[Task description] Count how many lines below include the word "edges". Answer with a number only.

[Data extract]
*** Block opens ***
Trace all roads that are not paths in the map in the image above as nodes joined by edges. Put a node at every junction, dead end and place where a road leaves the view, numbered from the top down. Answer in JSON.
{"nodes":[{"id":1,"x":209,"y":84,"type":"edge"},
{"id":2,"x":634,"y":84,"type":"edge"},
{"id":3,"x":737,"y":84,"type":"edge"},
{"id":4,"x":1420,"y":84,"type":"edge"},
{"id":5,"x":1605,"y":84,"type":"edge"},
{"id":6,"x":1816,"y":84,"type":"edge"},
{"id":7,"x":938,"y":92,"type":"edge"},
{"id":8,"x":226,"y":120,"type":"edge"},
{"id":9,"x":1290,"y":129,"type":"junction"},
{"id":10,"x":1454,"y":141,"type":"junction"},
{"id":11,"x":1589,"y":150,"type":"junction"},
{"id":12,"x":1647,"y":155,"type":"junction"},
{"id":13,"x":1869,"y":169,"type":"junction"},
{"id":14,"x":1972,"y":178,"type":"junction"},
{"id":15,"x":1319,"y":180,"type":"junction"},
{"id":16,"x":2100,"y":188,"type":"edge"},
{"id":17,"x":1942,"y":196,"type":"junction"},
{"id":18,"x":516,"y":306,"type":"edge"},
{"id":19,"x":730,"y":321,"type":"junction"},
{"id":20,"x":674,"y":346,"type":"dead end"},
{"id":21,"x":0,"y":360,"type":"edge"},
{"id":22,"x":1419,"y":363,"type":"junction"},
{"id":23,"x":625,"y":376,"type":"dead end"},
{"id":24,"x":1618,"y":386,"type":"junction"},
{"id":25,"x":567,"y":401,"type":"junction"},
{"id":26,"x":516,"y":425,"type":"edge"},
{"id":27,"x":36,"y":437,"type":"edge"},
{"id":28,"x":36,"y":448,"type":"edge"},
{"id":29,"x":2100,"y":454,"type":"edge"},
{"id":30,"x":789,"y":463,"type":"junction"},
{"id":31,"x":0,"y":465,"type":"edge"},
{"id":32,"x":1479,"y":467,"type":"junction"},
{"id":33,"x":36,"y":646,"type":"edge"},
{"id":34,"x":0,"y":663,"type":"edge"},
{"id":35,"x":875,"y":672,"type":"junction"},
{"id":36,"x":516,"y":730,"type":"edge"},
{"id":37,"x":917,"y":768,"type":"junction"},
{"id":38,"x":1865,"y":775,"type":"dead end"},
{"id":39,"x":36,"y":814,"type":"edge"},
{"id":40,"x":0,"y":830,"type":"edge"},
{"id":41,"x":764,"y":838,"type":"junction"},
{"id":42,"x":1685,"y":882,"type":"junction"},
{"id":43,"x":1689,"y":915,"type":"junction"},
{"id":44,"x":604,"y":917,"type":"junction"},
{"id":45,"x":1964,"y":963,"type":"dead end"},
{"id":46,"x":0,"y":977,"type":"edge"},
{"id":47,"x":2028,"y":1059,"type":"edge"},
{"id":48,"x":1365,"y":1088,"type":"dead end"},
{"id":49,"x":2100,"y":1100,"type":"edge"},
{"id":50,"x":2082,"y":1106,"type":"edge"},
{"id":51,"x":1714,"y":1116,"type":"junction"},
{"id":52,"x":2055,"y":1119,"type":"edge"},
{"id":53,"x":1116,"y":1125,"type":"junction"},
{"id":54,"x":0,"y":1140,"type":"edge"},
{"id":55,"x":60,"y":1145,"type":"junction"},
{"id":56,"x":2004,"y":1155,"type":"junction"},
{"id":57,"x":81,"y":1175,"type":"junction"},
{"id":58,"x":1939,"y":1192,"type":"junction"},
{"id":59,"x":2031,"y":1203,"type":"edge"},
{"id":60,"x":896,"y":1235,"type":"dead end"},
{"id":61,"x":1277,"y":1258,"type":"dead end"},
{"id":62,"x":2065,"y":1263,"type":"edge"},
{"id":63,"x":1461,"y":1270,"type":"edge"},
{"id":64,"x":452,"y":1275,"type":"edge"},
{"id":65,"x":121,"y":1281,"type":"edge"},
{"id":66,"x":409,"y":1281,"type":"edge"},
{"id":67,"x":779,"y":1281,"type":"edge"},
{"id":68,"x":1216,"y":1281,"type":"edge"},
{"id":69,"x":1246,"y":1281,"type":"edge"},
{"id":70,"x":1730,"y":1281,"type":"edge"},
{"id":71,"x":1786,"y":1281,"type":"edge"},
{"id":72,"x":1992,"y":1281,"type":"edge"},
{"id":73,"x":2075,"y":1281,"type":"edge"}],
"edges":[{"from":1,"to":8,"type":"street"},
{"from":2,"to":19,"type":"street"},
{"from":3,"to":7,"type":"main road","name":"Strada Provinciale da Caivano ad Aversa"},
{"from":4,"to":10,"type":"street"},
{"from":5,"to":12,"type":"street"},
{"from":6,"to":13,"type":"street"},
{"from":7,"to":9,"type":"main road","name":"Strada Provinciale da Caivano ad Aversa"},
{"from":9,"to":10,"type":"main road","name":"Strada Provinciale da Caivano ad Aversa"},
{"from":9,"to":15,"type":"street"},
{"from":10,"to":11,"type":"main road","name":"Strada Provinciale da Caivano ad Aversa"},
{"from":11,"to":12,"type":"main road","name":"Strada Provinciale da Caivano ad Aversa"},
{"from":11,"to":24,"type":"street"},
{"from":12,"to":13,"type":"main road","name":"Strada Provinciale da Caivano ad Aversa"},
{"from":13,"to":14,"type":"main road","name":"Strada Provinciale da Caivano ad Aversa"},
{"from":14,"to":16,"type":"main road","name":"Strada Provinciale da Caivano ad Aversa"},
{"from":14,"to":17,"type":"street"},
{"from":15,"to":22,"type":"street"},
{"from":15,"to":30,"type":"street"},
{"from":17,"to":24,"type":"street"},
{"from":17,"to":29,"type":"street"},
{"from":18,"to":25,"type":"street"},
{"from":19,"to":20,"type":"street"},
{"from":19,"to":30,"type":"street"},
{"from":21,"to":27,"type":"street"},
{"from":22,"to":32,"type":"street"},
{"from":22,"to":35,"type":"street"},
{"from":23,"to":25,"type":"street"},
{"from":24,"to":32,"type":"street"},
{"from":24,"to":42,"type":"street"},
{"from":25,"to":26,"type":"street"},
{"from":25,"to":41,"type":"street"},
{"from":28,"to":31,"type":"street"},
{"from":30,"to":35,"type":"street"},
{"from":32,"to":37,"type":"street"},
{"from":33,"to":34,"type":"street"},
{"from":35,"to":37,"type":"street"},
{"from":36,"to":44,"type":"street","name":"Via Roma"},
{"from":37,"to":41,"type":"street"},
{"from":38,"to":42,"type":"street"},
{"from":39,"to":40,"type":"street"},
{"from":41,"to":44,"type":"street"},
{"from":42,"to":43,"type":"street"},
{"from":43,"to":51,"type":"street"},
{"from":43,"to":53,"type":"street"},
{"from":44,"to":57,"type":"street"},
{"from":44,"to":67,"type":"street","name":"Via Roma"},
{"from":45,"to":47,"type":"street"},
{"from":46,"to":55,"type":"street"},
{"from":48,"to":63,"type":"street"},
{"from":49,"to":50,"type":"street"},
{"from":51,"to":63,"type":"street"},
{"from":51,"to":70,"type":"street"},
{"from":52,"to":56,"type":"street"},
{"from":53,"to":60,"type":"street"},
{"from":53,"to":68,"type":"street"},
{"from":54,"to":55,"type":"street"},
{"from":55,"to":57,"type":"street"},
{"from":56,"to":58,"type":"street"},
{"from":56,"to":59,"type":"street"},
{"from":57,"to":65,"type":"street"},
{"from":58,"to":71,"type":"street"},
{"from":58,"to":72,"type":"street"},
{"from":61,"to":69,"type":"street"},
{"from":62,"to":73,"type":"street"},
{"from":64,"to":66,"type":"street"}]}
*** Block closes ***
[Output below] 2